Today people are increasingly pushing against the bland offerings from the big retail brands, particularly in the area of entertainment. Alongside the ‘pop up’ restaurants and alternative theatre spaces are the independent cinemas – Picture House have opened a new venue in London within the last year for example.
One of the first to get in on the act was the Genesis Cinema in Stepney. The site of a theatre in the nineteenth century, the current building started its life as an Empire movie house in 1939 before coming under the ABC brand and eventually ending its life as a Coronet. After falling sales the cinema finally closed its doors, laying derelict for ten years, and this is where its current story starts.
During the last recession, a local East End roofing company owned by the Walker-Hebborn family decided that they needed to diversify their business portfolio. One of the sons in the family firm, Tyrone (named by his parents for classic movie star Tyrone Power – his brother is named for Spencer Tracey) came up with the idea that a piece of land which they owned in Bow would be an excellent site for a new cinema.

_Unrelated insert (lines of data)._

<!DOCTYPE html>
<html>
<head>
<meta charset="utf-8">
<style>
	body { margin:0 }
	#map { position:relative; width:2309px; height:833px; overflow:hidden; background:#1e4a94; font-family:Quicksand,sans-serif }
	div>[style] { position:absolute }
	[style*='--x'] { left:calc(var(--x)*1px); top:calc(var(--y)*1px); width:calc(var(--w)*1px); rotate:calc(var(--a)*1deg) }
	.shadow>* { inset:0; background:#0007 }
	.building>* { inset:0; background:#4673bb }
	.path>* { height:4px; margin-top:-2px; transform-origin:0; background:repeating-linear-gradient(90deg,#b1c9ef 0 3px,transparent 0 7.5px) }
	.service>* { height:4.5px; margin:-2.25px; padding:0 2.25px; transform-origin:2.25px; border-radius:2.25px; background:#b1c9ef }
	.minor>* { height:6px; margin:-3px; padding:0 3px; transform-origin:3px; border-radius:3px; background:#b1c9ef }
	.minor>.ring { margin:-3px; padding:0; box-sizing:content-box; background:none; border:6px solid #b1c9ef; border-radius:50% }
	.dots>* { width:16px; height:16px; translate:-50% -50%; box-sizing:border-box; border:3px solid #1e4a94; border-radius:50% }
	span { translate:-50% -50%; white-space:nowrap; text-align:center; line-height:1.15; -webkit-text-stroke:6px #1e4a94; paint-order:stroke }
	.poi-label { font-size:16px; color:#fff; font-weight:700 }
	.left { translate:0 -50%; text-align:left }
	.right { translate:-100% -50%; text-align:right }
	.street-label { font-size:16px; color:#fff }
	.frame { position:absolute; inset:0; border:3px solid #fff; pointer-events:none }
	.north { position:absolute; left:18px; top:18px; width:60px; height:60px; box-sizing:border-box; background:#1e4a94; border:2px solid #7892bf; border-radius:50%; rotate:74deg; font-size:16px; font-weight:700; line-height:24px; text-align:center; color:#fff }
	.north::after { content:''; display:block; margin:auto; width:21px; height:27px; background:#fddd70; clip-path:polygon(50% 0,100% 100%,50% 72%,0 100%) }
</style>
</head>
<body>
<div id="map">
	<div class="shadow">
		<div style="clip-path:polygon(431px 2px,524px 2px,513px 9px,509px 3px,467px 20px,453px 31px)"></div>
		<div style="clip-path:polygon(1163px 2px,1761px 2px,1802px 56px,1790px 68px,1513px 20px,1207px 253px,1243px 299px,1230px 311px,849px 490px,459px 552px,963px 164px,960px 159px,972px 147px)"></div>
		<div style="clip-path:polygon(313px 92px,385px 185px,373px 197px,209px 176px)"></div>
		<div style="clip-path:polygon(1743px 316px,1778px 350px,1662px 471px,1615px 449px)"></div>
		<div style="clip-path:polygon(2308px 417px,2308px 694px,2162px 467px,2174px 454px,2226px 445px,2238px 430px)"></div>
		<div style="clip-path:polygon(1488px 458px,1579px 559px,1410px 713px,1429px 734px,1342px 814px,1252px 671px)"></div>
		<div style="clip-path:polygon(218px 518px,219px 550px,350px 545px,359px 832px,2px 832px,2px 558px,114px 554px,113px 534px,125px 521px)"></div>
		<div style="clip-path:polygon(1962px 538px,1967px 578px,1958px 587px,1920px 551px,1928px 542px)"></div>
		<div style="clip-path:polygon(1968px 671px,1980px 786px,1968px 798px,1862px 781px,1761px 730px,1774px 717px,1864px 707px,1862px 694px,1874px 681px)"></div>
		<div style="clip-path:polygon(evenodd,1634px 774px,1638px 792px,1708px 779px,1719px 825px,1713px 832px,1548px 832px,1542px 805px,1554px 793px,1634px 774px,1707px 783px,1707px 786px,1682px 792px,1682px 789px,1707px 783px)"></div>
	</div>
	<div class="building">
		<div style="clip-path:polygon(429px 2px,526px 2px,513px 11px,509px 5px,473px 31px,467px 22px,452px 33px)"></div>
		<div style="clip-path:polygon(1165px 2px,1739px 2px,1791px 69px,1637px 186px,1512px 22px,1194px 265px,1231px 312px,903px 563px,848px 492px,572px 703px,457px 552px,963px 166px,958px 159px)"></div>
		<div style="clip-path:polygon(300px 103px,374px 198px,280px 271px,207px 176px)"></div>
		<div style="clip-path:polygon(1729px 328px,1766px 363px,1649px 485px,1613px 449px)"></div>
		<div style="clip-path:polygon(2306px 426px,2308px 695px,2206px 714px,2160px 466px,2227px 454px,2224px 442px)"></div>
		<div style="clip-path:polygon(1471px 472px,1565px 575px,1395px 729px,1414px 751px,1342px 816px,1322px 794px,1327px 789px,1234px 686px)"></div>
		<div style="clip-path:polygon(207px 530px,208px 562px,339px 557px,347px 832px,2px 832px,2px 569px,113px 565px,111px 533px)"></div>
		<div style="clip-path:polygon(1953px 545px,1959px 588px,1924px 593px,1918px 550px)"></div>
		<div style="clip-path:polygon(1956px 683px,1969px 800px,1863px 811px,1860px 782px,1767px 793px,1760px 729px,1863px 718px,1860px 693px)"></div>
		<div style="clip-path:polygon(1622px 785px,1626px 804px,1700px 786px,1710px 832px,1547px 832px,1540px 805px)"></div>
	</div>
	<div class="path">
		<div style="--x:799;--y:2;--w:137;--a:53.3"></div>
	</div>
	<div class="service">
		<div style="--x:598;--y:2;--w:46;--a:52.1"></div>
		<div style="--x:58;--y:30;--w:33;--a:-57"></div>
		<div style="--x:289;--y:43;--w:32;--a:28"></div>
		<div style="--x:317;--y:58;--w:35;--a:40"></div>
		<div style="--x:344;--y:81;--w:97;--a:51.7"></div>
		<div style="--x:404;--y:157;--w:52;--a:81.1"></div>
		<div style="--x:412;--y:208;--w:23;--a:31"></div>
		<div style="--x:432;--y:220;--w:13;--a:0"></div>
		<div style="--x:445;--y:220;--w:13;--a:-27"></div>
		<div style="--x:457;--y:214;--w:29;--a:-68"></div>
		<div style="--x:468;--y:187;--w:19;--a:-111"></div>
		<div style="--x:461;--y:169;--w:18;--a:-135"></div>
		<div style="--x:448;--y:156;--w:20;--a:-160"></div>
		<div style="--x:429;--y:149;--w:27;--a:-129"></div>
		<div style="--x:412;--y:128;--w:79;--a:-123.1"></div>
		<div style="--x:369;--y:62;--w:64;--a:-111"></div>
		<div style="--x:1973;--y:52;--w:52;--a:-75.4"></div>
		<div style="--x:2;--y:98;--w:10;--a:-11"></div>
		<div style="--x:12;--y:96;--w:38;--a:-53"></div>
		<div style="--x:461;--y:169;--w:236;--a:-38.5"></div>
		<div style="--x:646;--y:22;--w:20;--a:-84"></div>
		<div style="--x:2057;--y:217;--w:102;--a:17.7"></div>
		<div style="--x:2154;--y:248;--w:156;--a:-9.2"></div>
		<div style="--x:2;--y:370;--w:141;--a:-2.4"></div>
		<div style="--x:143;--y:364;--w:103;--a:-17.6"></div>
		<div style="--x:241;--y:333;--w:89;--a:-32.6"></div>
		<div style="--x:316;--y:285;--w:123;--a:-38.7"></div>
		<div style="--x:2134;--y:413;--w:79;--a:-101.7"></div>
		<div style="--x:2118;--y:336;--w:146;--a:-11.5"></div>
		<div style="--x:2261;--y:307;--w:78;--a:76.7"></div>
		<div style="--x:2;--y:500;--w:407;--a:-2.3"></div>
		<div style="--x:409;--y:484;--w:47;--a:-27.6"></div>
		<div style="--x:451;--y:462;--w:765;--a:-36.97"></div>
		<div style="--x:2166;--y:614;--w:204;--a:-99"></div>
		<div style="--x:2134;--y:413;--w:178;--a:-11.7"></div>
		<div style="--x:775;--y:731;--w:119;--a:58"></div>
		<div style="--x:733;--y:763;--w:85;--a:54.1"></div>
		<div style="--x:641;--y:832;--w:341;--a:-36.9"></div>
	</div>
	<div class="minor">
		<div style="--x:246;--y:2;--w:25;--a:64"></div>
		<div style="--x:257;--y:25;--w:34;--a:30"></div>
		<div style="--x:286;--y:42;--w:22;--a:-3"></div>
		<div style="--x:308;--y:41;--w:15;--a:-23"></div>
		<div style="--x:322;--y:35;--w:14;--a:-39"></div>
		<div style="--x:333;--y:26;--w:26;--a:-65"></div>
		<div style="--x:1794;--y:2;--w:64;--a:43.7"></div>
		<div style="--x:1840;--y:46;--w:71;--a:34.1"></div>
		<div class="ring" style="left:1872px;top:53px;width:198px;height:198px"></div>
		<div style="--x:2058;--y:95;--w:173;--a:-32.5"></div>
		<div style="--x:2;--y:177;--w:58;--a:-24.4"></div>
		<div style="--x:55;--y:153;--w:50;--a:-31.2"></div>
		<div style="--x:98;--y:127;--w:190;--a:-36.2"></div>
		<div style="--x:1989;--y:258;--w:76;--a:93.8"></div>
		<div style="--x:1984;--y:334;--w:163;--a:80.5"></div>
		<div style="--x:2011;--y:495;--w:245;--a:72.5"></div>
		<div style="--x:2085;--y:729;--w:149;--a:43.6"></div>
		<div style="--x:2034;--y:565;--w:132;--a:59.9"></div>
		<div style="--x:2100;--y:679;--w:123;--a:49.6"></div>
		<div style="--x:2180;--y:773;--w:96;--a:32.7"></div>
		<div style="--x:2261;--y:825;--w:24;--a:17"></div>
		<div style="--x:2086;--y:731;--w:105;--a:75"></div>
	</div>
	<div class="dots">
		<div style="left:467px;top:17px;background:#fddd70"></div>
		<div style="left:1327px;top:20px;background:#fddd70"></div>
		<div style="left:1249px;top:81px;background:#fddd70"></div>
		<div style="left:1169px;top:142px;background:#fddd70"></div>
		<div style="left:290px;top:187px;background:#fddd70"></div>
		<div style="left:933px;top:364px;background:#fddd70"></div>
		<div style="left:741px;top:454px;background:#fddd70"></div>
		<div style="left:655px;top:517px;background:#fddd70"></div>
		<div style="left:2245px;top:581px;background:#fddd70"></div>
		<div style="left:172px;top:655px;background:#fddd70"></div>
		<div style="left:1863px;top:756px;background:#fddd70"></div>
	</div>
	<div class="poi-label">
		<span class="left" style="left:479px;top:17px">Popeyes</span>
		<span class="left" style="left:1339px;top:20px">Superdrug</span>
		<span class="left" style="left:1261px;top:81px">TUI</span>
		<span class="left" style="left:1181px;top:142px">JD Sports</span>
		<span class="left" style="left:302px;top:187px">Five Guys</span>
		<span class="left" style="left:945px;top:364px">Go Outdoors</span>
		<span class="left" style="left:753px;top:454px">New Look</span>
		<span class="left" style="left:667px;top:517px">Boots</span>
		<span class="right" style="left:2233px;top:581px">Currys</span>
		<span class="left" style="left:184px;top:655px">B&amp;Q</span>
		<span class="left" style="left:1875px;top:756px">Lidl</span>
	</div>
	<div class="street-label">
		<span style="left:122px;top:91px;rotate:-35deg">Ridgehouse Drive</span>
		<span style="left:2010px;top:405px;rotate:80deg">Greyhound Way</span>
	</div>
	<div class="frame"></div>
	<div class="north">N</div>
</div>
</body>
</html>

After many false starts a local councillor suggested that as an alternative they might want to take a look at the abandoned old building on the main road near Stepney Green tube station. Grasping this opportunity with both hands, cinema buff Tyrone led an extensive rebuilding and refurbishment programme which saw the Genesis opening for business in May 1999. Thirteen years on, he’s still absolutely passionate about film as this quote shows:
“An acre of seats in a garden of dreams’. Why wouldn’t you want to be part of that magic?”
It’s definitely worth checking out the Genesis if you’re a cinephile because as well as main-stream blockbusters they offer an eclectic mix of limited distribution movies too. They also hold regular small-scale movie festivals – August and September featured the relaunch of their ‘Auternative’ programme which is a series of films selected by well-known actors, directors, cinematographers and composers, and in October they are hosting a London/Shanghai film festival. The public spaces in the building are also used as galleries – the work of an intriguing local artist and photographer is currently on display in the screen lobby.
In terms of the facilities, the Genesis offers a huge main screen which boasts many original art deco features (although thankfully the chairs are modern additions) with three smaller screens on the floor below. Tucked around the back of the building is a newly-refurbished space, ‘Studio 5′. This screen has a chic boudouir-like feel with deep sofas and rich purple velvet curtains where the best in alternative and world cinema is shown, and where they also offer succulent snacks and fine wines. Also new is the street-facing café which is open all day – offering just about the only decent cup of coffee on this stretch of the main road into the City, they serve ‘Nude Coffee’ which is roasted just around the corner on Brick Lane.
If you need any more convincing, you should also note that their prices are considerably cheaper than the West End – a ticket for a screening of Dredd tonight will set you back only £5.50.
“He tasks me and I shall have him! I’ll chase him ’round the moons of Nibia and ’round the Antares Maelstrom and ’round Perdition’s flames before I give him up!”